English | Studies in British or Commonwealth Culture
L383 | 28045 | Robert Fulk

Robert Fulk

28045 - 1:00p-2:15p TR (30 students) 3 cr., A&H

TOPIC:  "Medieval English Manuscripts"

This course will be devoted to the intensive study of English books
made before the arrival of the printing press in Britain. In part
this will involve the study (often hands-on, but also in print and
digital facsimile) of books as physical objects: what they were made
of, how they were made, who made them, and for what purposes. Unlike
printed books, no two medieval manuscripts are alike, and their
individuality has consequences for our understanding of the texts
that they contain. One persistent concern of the course will thus be
the way in which the meaning of medieval texts relates to the form
in which those texts are preserved. Another recurrent issue will be
the way that texts in medieval books relate to other components of
the manuscript, such as illustrations, marginalia, and glosses. We
will learn how to decipher varieties of early handwriting, and how
handwriting developed over the centuries in such a way that it can
be used to help date particular manuscripts.
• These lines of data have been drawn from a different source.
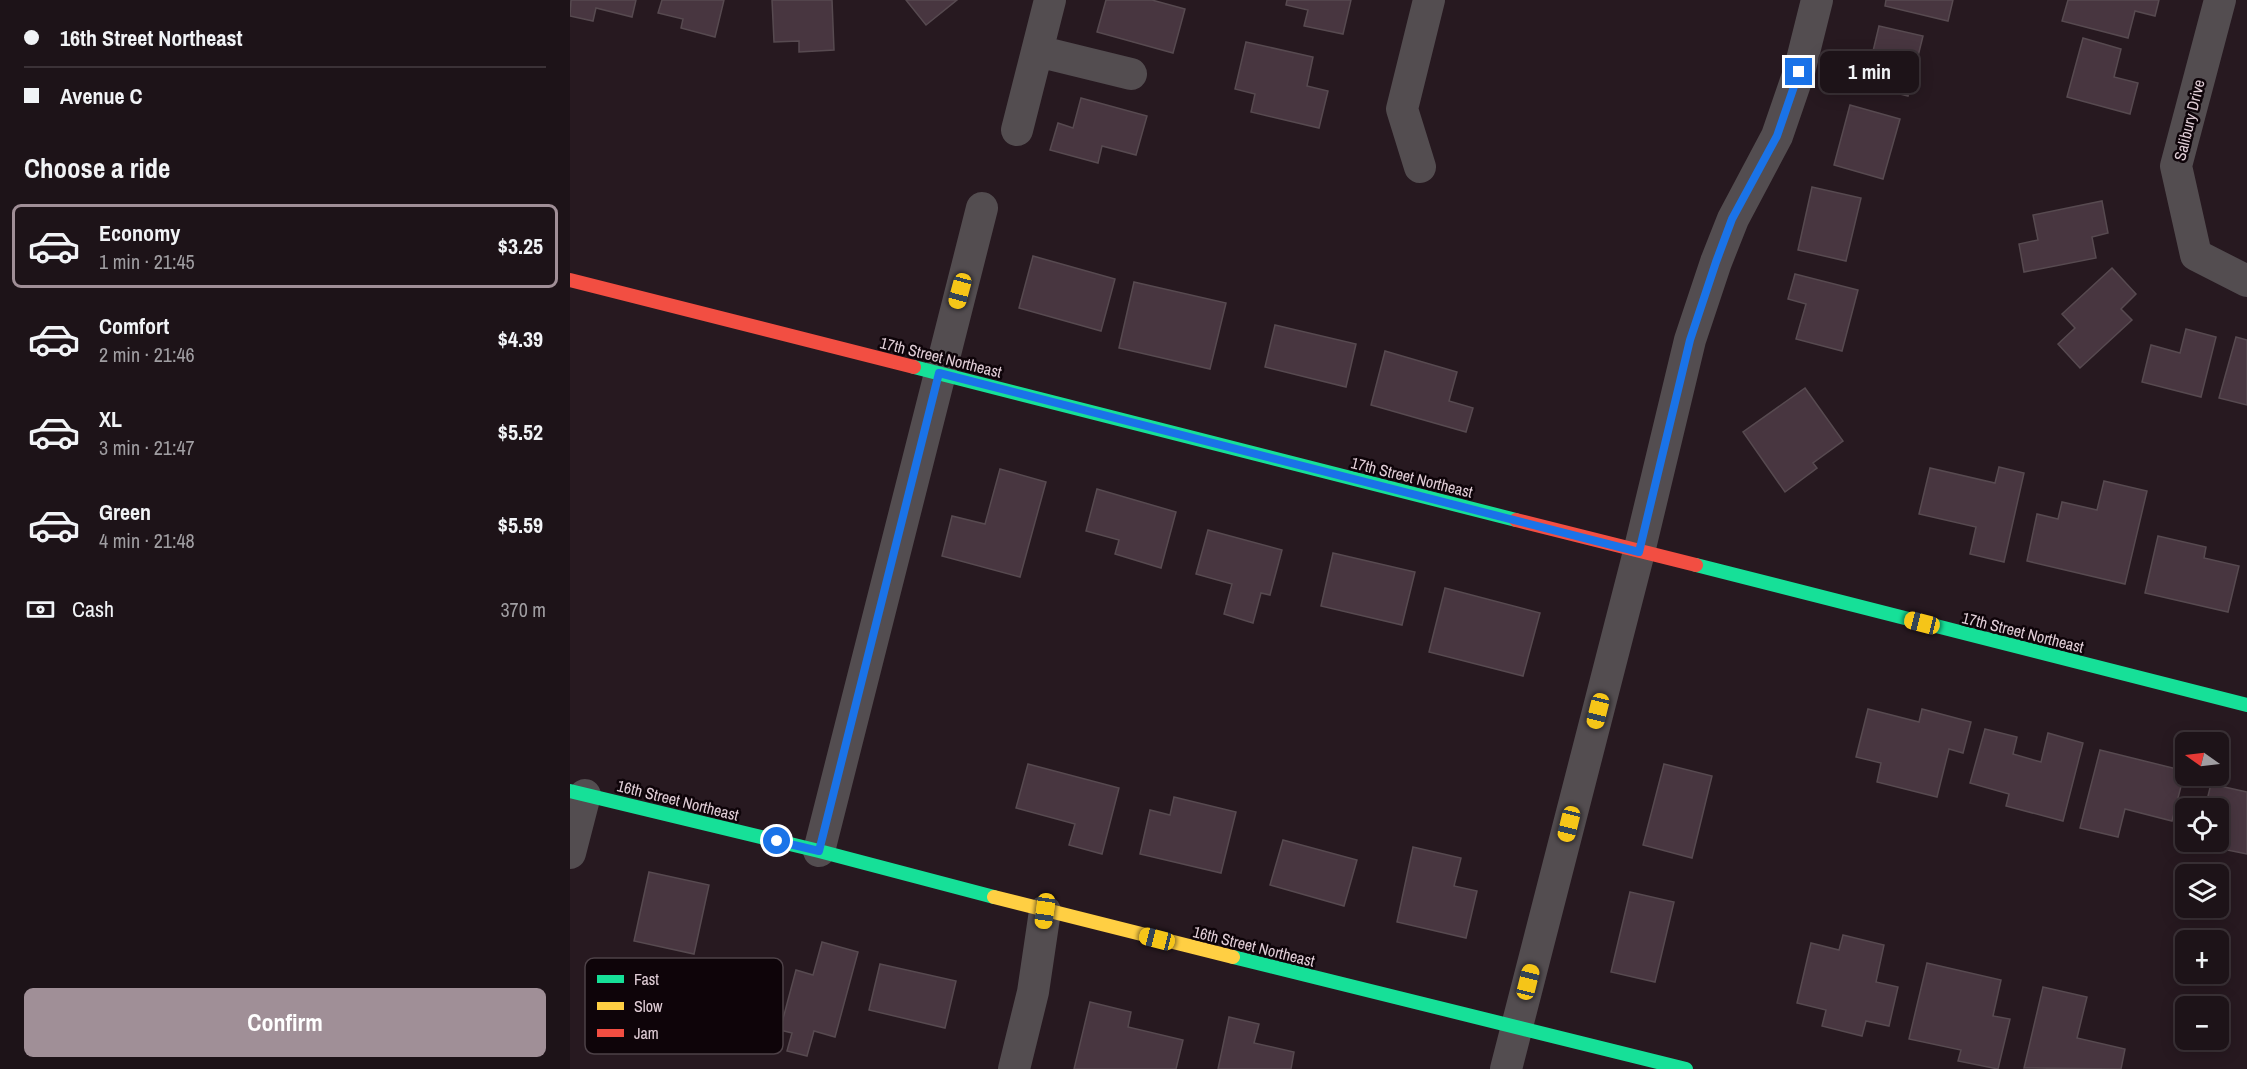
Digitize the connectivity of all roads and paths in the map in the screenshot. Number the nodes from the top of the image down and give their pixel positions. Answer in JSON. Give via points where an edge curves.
{"nodes":[{"id":1,"x":1050,"y":0,"type":"edge"},
{"id":2,"x":1429,"y":0,"type":"edge"},
{"id":3,"x":1817,"y":0,"type":"edge"},
{"id":4,"x":2220,"y":0,"type":"edge"},
{"id":5,"x":1037,"y":51,"type":"junction"},
{"id":6,"x":1131,"y":74,"type":"dead end"},
{"id":7,"x":1017,"y":130,"type":"dead end"},
{"id":8,"x":1420,"y":167,"type":"dead end"},
{"id":9,"x":982,"y":208,"type":"dead end"},
{"id":10,"x":570,"y":280,"type":"edge"},
{"id":11,"x":2247,"y":281,"type":"edge"},
{"id":12,"x":939,"y":373,"type":"junction"},
{"id":13,"x":1639,"y":552,"type":"junction"},
{"id":14,"x":2247,"y":705,"type":"edge"},
{"id":15,"x":577,"y":793,"type":"edge"},
{"id":16,"x":819,"y":851,"type":"junction"},
{"id":17,"x":570,"y":854,"type":"edge"},
{"id":18,"x":1045,"y":911,"type":"junction"},
{"id":19,"x":1517,"y":1028,"type":"junction"},
{"id":20,"x":1014,"y":1069,"type":"edge"},
{"id":21,"x":1506,"y":1069,"type":"edge"},
{"id":22,"x":1686,"y":1069,"type":"edge"}],
"edges":[{"from":1,"to":5,"type":"street"},
{"from":2,"to":8,"type":"street","via":[[1402,109]]},
{"from":3,"to":13,"type":"street","via":[[1799,72],[1777,136],[1732,219],[1690,340]]},
{"from":4,"to":11,"type":"street","name":"Salibury Drive","via":[[2176,166],[2196,255]]},
{"from":5,"to":6,"type":"street"},
{"from":5,"to":7,"type":"street"},
{"from":9,"to":12,"type":"street"},
{"from":10,"to":12,"type":"street","name":"17th Street Northeast"},
{"from":12,"to":13,"type":"street","name":"17th Street Northeast"},
{"from":12,"to":16,"type":"street"},
{"from":13,"to":14,"type":"street","name":"17th Street Northeast"},
{"from":13,"to":19,"type":"street"},
{"from":15,"to":16,"type":"street","name":"16th Street Northeast"},
{"from":15,"to":17,"type":"street"},
{"from":16,"to":18,"type":"street","name":"16th Street Northeast"},
{"from":18,"to":19,"type":"street","name":"16th Street Northeast"},
{"from":18,"to":20,"type":"street","via":[[1033,992]]},
{"from":19,"to":21,"type":"street"},
{"from":19,"to":22,"type":"street","name":"16th Street Northeast"}]}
There will be
discussion of how to navigate some of the difficulties of archival
research, and of the evolving situation as more and more texts and
facsimiles become available in electronic form. Some particular
attention will be paid to studying the conventions that modern
editors use to turn medieval works into editions that modern readers
can use, and the logic that guides their choices. Students will be
expected to contribute effectively to class sessions through
discussion of assigned work and through the presentation of reports
on readings. Course requirements will include some shorter written
analyses and one longer paper drawing on the range of issues in
manuscript studies approached over the course of the semester. There
will be no examinations. Although medieval English manuscripts are
naturally written in Latin or in Old or Middle English, no knowledge
of these languages is required: the focus will be on the relation
between text and manuscript rather than on the text in isolation.